I asked because am wondering if the preferred style in Julia is going to move toward the newer usage?
if you assume people prefer to write in win-win-win style instead of lose-lose-tie style, then yes.
I did not say it in the exact post I linked above, but three posts below, and the the context is:
But yes, I would like to believe that given time (and that nothing changes in Base) more and more people will adopt one of that three alternatives (given their specific use). If you use only values, there really no reason to not go with just for element in collection; use only indexes? go with for index in eachindex(collection); use both indexes and values? for (index, element) in pairs(collection).

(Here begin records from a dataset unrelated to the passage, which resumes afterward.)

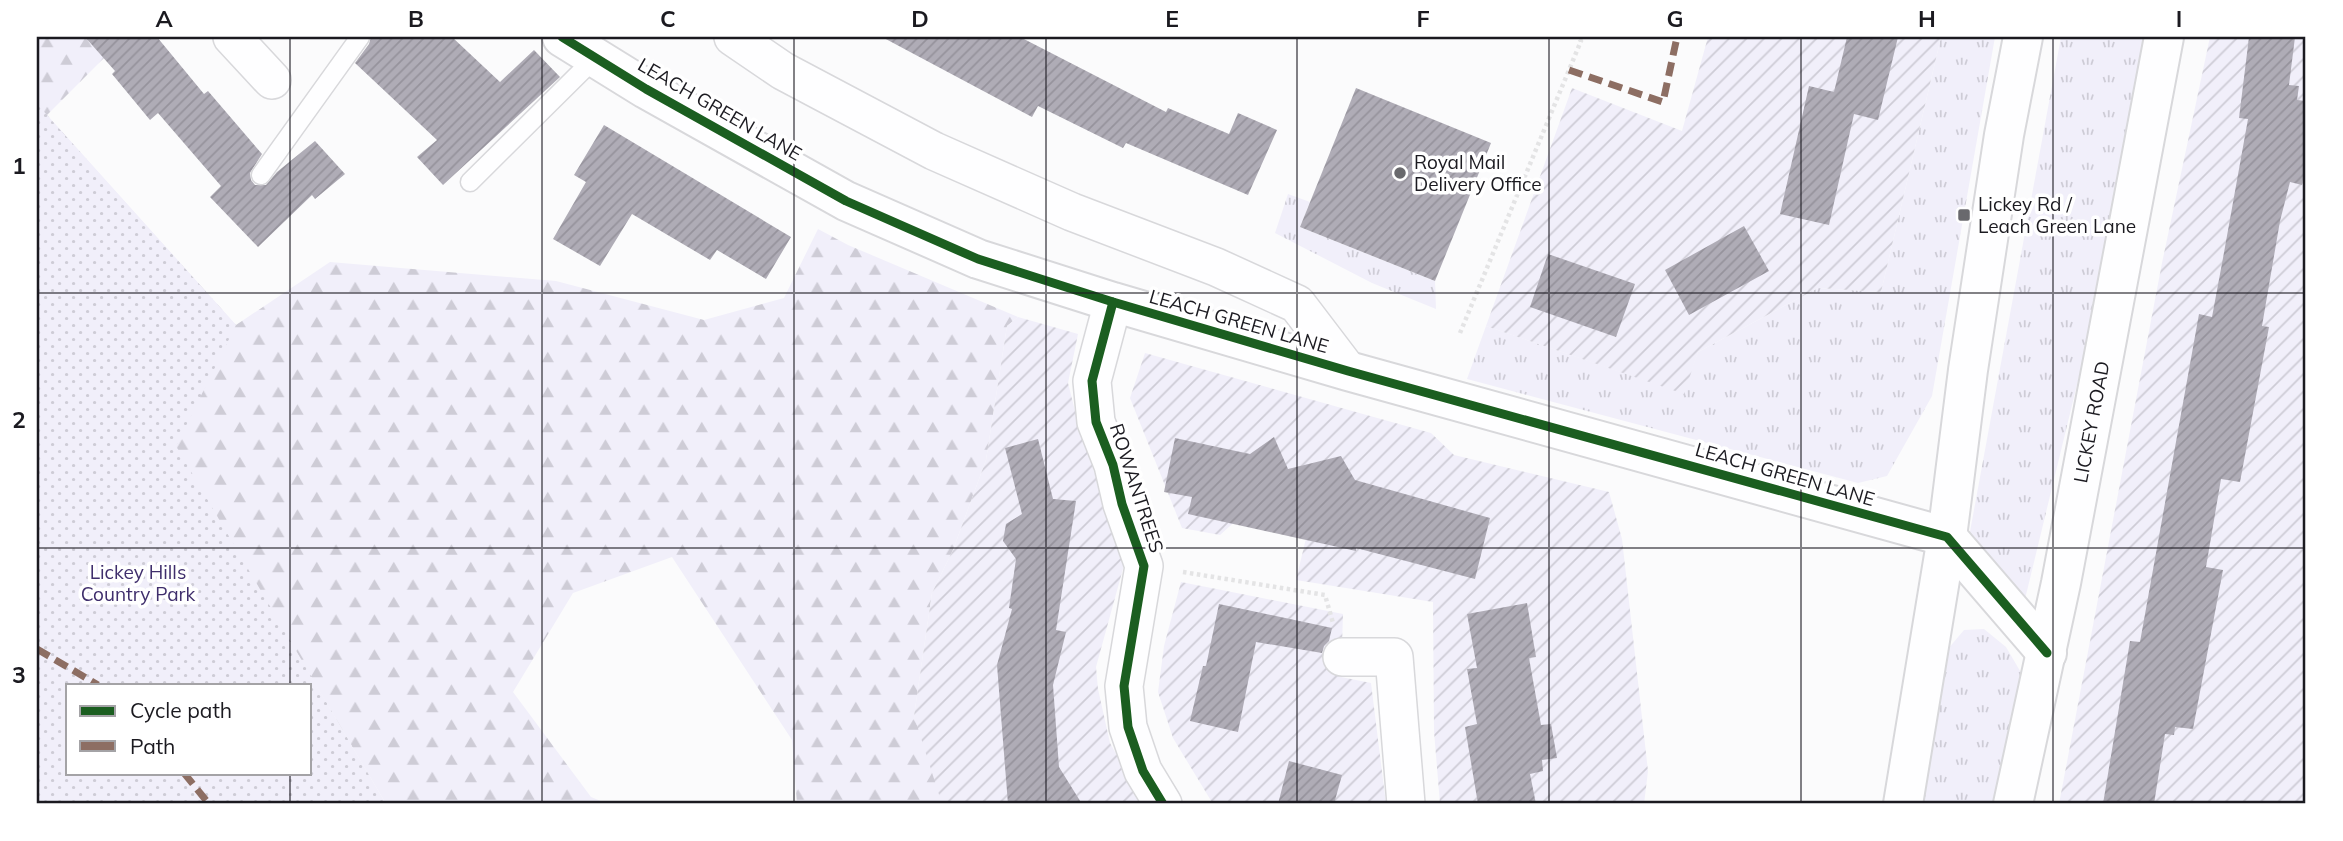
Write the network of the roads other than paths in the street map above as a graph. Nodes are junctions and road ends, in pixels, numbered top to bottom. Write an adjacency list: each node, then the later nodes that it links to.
1 (232, 37): 8 (street)
2 (360, 37): 9 (lane)
3 (562, 37): 7 (street, LEACH GREEN LANE)
4 (733, 37): 12 (street, LEACH GREEN LANE)
5 (2023, 37): 13 (street)
6 (2164, 37): 14 (street, LICKEY ROAD)
7 (595, 58): 10 (lane); 11 (street, LEACH GREEN LANE)
8 (272, 80)
9 (261, 175)
10 (470, 183)
11 (1113, 302): 12 (street, LEACH GREEN LANE); 16 (street, ROWANTREES)
12 (1348, 371): 13 (street, LEACH GREEN LANE)
13 (1947, 537): 14 (street); 18 (street)
14 (2047, 653): 19 (street, LICKEY ROAD)
15 (1342, 657): 17 (street)
16 (1163, 804)
17 (1406, 804)
18 (1903, 804)
19 (2013, 804)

There can be exceptions given some particular characteristics of your loop, but these should be considered the default in the mentioned circumnstances.
begin
As a proponent of zero-based indexing, I strongly favor first[array] as a natural and intuitive way to express array[0] 

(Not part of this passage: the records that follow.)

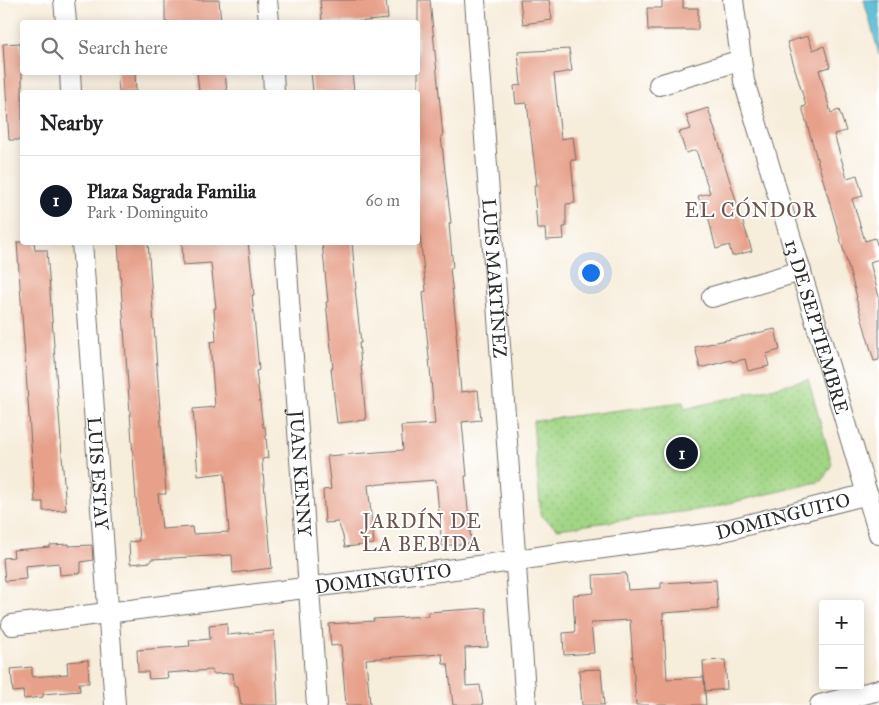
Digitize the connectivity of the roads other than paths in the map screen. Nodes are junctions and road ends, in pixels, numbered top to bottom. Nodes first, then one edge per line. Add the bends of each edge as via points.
1 (64, 0) edge
2 (267, 0) edge
3 (475, 0) edge
4 (733, 0) edge
5 (66, 20) edge
6 (269, 20) edge
7 (741, 60) junction
8 (70, 75) edge
9 (272, 75) edge
10 (659, 85) dead end
11 (71, 90) edge
12 (274, 90) edge
13 (82, 245) edge
14 (285, 245) edge
15 (801, 270) junction
16 (712, 297) dead end
17 (868, 494) junction
18 (879, 534) edge
19 (516, 560) junction
20 (309, 588) junction
21 (109, 613) junction
22 (12, 625) dead end
23 (879, 690) edge
24 (115, 705) edge
25 (317, 705) edge
26 (526, 705) edge
27 (820, 705) edge

1 - 5 street
2 - 6 street
3 - 19 street, LUIS MARTÍNEZ
4 - 7 street, 13 DE SEPTIEMBRE
7 - 10 street
7 - 15 street, 13 DE SEPTIEMBRE via 744,81
8 - 11 street
9 - 12 street
13 - 21 street, LUIS ESTAY
14 - 20 street, JUAN KENNY
15 - 16 street
15 - 17 street, 13 DE SEPTIEMBRE
17 - 18 street, 13 DE SEPTIEMBRE
17 - 19 street, DOMINGUITO via 715,533
19 - 20 street, DOMINGUITO
19 - 26 street, LUIS MARTÍNEZ
20 - 21 street, DOMINGUITO
20 - 25 street, JUAN KENNY
21 - 22 street, DOMINGUITO
21 - 24 street, LUIS ESTAY
23 - 27 street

Don’t even mention the abomination that is array[1]. Hasn’t anyone read Dijskstra?
Edit: Irony, joke, absurdity!
The distinction between the serial number of an element of an array and the offset of the element is well understood. Sometimes one is of use, other times the other one is more helpful. Just because Dijskstra made some boldly worded statements doesn’t mean his viewpoint is the only one that is valid.
Yeah I wasn’t serious. People often cite Dijkstra as an “objective” reason why slicing 0:n is superior, when it is objectively subjective.
Perhaps the documentation needs to be more explicit about this. Personally I learn from examples, so that’d be a big plus for me.
Yes, and it’s completely subjective.
t doesn’t make sense to say 0-based indexing is superior to 1-based, or viceversa: they’re applicable in different contexts.
Should we also mention axes here?
I wonder how index and value of the elements starting from the second can be obtained. There is an Iterators.peel which gives you first element and the an iterator over the rest, but how to get their indices as well?
To clarify, since Julia 1.4 you can use begin in indexing expressions to refer to the first index, e.g. a[begin] or a[begin+1:end] or (for multiple axes) a[:, begin:2:end].
While it’s implicit in some of the responses you’ve gotten here, it’s worth mentioning that unlike some other languages, Julia has good (but still not perfect) support for arrays with arbitrary indices: Knowing where you are: custom array indices in Julia
What’s the idiomatic (performant) way of manipulating indices?
For example, suppose that I want to fill an Array A with the values of the function f, which depend on the indices, but require some manipulation, with another function g:
A = Array{Float64}(undef, 10, 20, 30)
for i in 1:10, j in 1:20, k in 1:30
A[i, j, k] = f(i, g(j, k))
end
I encounter situations like this one very often.
Except for the order of the indices, I don’t see what else you should change. You could precompute the outer loop value g(j, k).